Unbinding/isolating a card is difficult post-470

I have a pair of NVIDIA GPUs in my desktop for PCI passthrough virtual machines using VFIO on Ubuntu 20.04, kernel 5.15.0-43. A 3090 Ti FE for the host, and a 750 Ti for the guest.

At some point after the 470 series drivers (490+, including the current 515.65.01), it has become increasingly difficult to hot-unbind the card from the nvidia kernel modules. I’ve encountered two specific bits of the NVIDIA drivers which hold on to the card when they maybe shouldn’t:

  1. nvidia-drm
    When nvidia-drm is loaded with the modeset = 1 parameter, it will hold on to all GPUs until it is unloaded. GPUs that are bound later to nvidia are not affected, as it seems that it’s the nv_drm_probe_devices function in nvidia-drm-drv.c which is grabbing the GPUs and it’s only called when the nvidia-drm driver is loaded. When attempting to unload nvidia while nvidia-drm is holding on to the card results in this:
    NVRM: Attempting to remove device 0000:05:00.0 with non-zero usage count!

  2. Something in the userspace drivers
    On older drivers (<= 470) using X11, I was able to isolate the guest GPU’s /dev/nvidiaX device from userspace applications with an X11 config containing Option "AutoAddGPU" "false" in the ServerLayout section, and the NVIDIA-specific Option "ProbeAllGpus" "false" under the Device section.
    This no longer seems to work as the userspace components seem to always be picking up the guest GPU (visible by Xorg, Firefox, etc holding the /dev/nvidiaX device open) despite my X11 config only specifying to use the host GPU. Another shortfall is there doesn’t seem to be a way to achieve the same isolation in Wayland?

Basically what I’m looking for is a way to hot-unbind a card as needed, and be able to easily isolate it from userspace programs to facilitate the unbinding.
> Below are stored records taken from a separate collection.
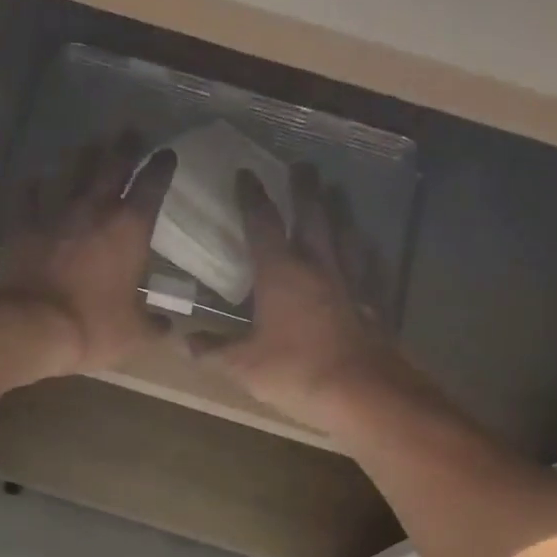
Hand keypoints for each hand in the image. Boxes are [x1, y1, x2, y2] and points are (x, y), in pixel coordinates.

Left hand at [0, 134, 176, 375]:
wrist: (35, 326)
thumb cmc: (94, 327)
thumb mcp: (135, 334)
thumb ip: (154, 326)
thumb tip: (168, 326)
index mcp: (130, 229)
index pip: (152, 185)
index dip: (162, 167)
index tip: (167, 154)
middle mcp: (94, 209)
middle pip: (112, 165)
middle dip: (125, 146)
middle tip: (131, 131)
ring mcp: (55, 213)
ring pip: (71, 171)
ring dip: (83, 156)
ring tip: (90, 144)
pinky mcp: (23, 225)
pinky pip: (27, 196)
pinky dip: (32, 187)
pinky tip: (33, 181)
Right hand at [191, 165, 417, 432]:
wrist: (361, 391)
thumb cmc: (295, 371)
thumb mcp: (243, 365)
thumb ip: (213, 351)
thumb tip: (184, 342)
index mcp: (281, 273)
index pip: (262, 223)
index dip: (252, 197)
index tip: (245, 173)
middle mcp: (318, 266)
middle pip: (312, 216)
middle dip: (304, 189)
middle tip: (302, 165)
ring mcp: (350, 282)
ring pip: (344, 234)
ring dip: (338, 210)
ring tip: (336, 191)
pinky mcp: (372, 302)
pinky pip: (369, 267)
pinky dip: (365, 252)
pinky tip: (367, 249)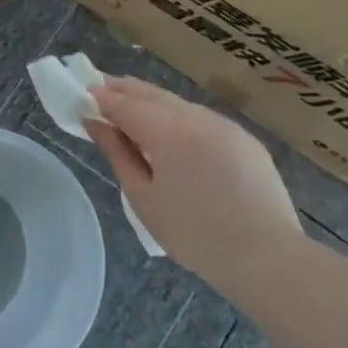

I need to keep the guest card bound to the nvidia driver while my VMs are not running to ensure proper power management and to check the status with nvidia-smi, so leaving it completely unbound always isn’t a solution; plus it’s nice to be able to run headless compute or encoding on it while it’s not attached to a VM.

I don’t really need nvidia-drm modesetting on the guest card, so a way to make that module ignore cards passed via a parameter would work for me, but getting true hotplug working would be ideal.

My current workaround is to late-bind the guest card to nvidia and simply not give it a /dev/nvidiaX node, but this isn’t great.

Same regression observed for me:

  • A long time ago, I could unbind my eGPU, and disable it with the use of bbswitch, for longer autonomy on my laptop.
  • More recently, when attempting to unbind nvidia (and this, without any GUI running), I get:
    NVRM: Attempting to remove device 0000:01:00.0 with non-zero usage count!
    Unlessnvidia-drm was loaded with modeset=0.